A poem by 18-year-old Zoë, from "Somewhere Between the Subway and Six Feet"
THE LIFE
Zoë Tamerlis
Feb. 15, 1980
One love, one room, one hundred names,
windows blackened, if only they were my eyes.
Alone, lifetime spinning, sharpened to the point,
Taut,
Flexed.
In position of the strike it's been so long I've
garnered bedsores, and they will not let me sleep.
Where is the romance, now when the thirst is felt?
For velvet, syrup, and charity?
It was so clever: a false name, a slavic thrust,
Now they howl in the stillness, sand in the wind,
And your eyes sting but you know they cannot close.

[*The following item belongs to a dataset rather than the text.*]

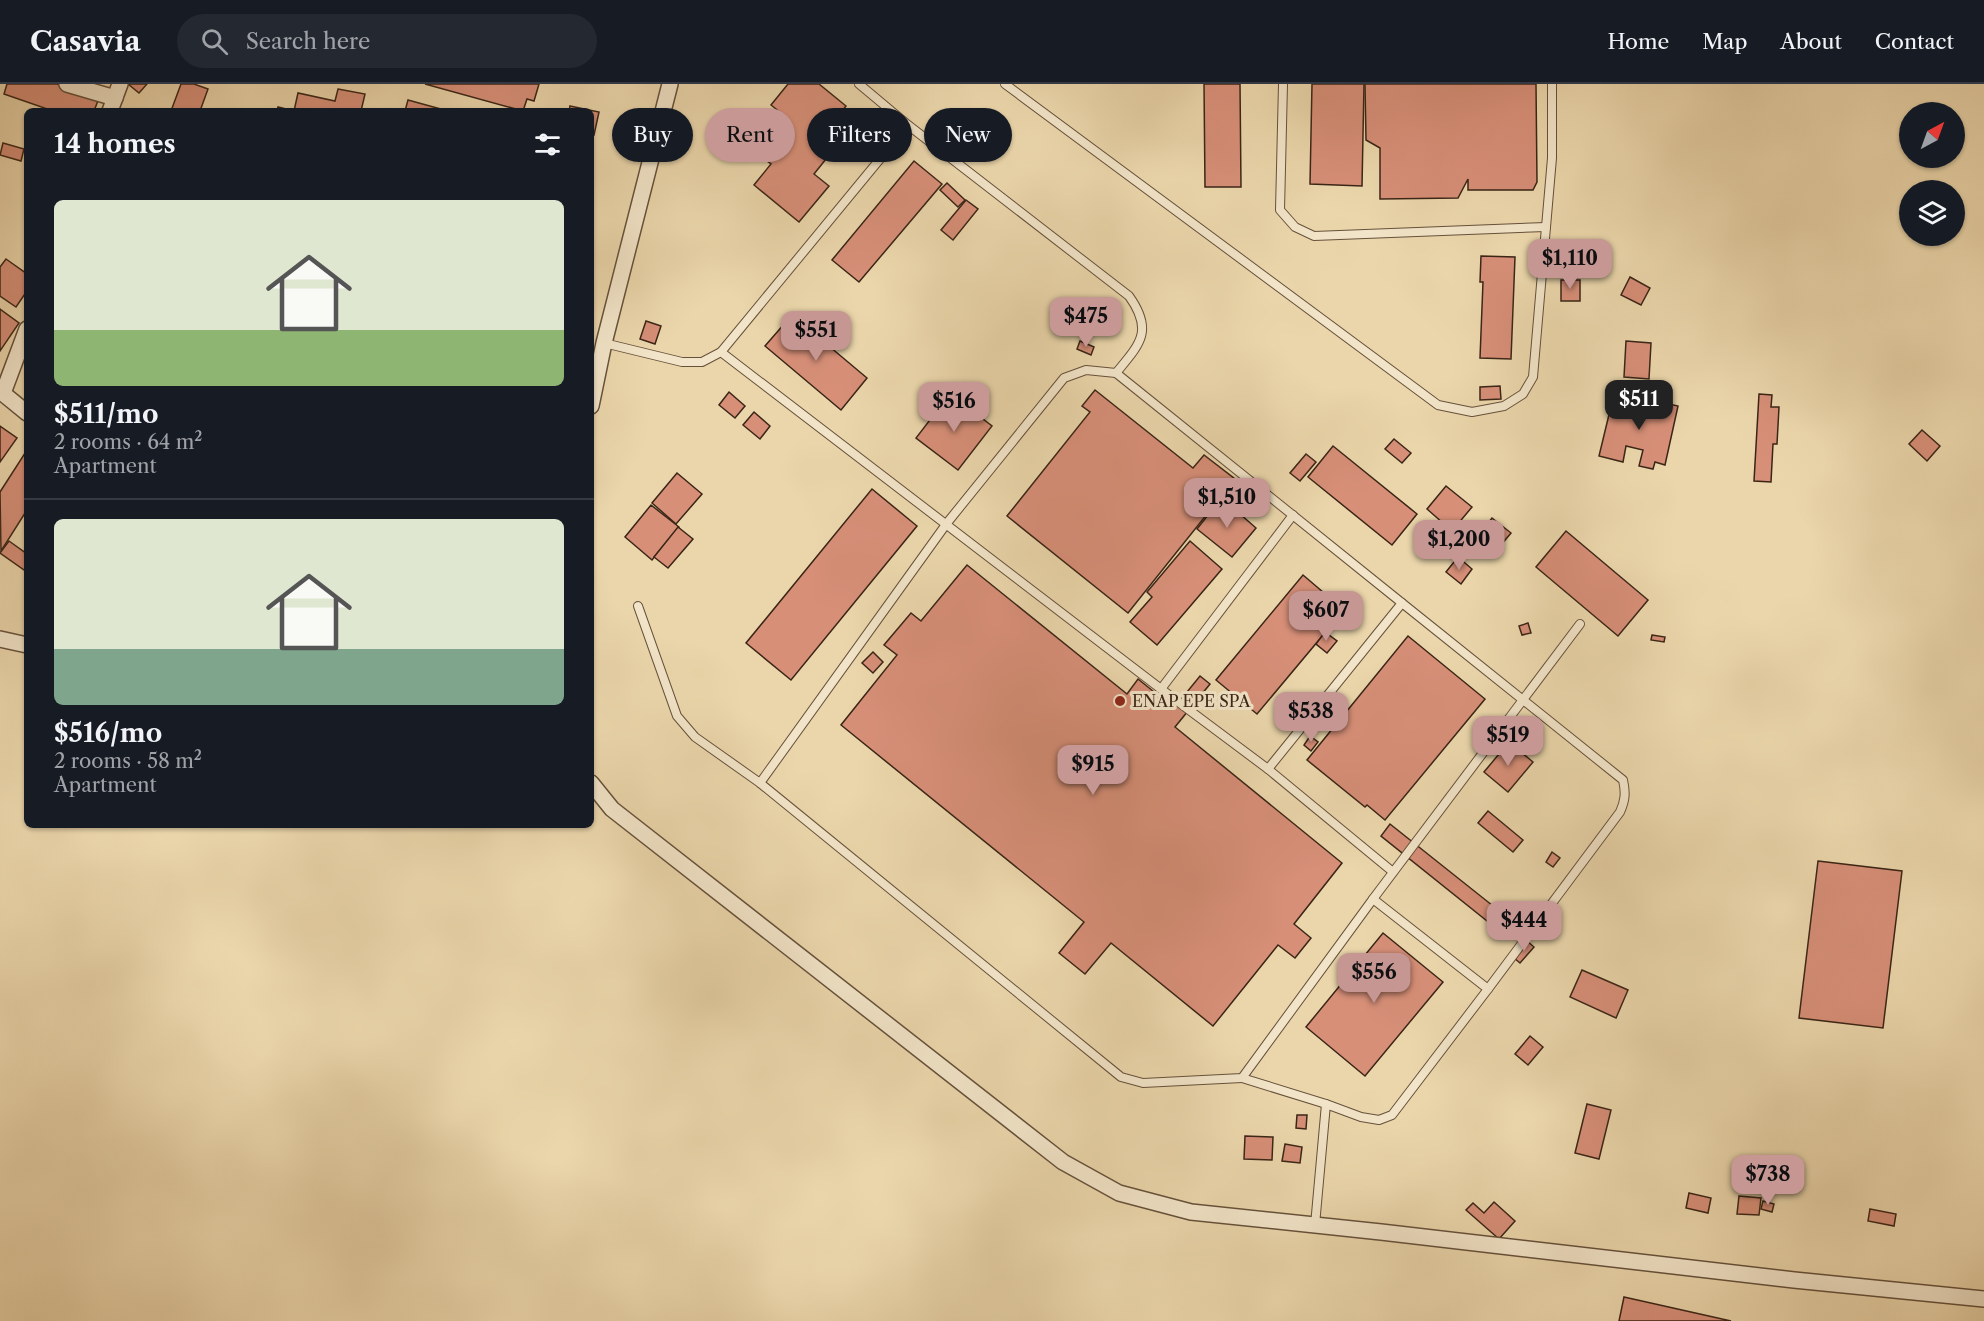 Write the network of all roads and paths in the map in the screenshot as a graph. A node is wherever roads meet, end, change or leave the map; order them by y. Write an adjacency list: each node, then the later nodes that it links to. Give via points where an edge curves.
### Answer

Time was never in an hourglass.
It undulates, teasing with precision.
Time is a monsoon of strength and cowardice,
raw, but with veils, jails, of pain.
Objects have the strangest smell,
They reek of power, I think.
Telephones, hard-boiled eggs,
a knife, an oven, an iron grate.
My key in the door,
Who am I today?
I wait, wait for myself.
But if I'm not here, I disappear.
And so, myself, I wait.
One love, one room, one hundred names.
Windows blackened, if only they were my eyes.
Somewhere between the subway and six feet.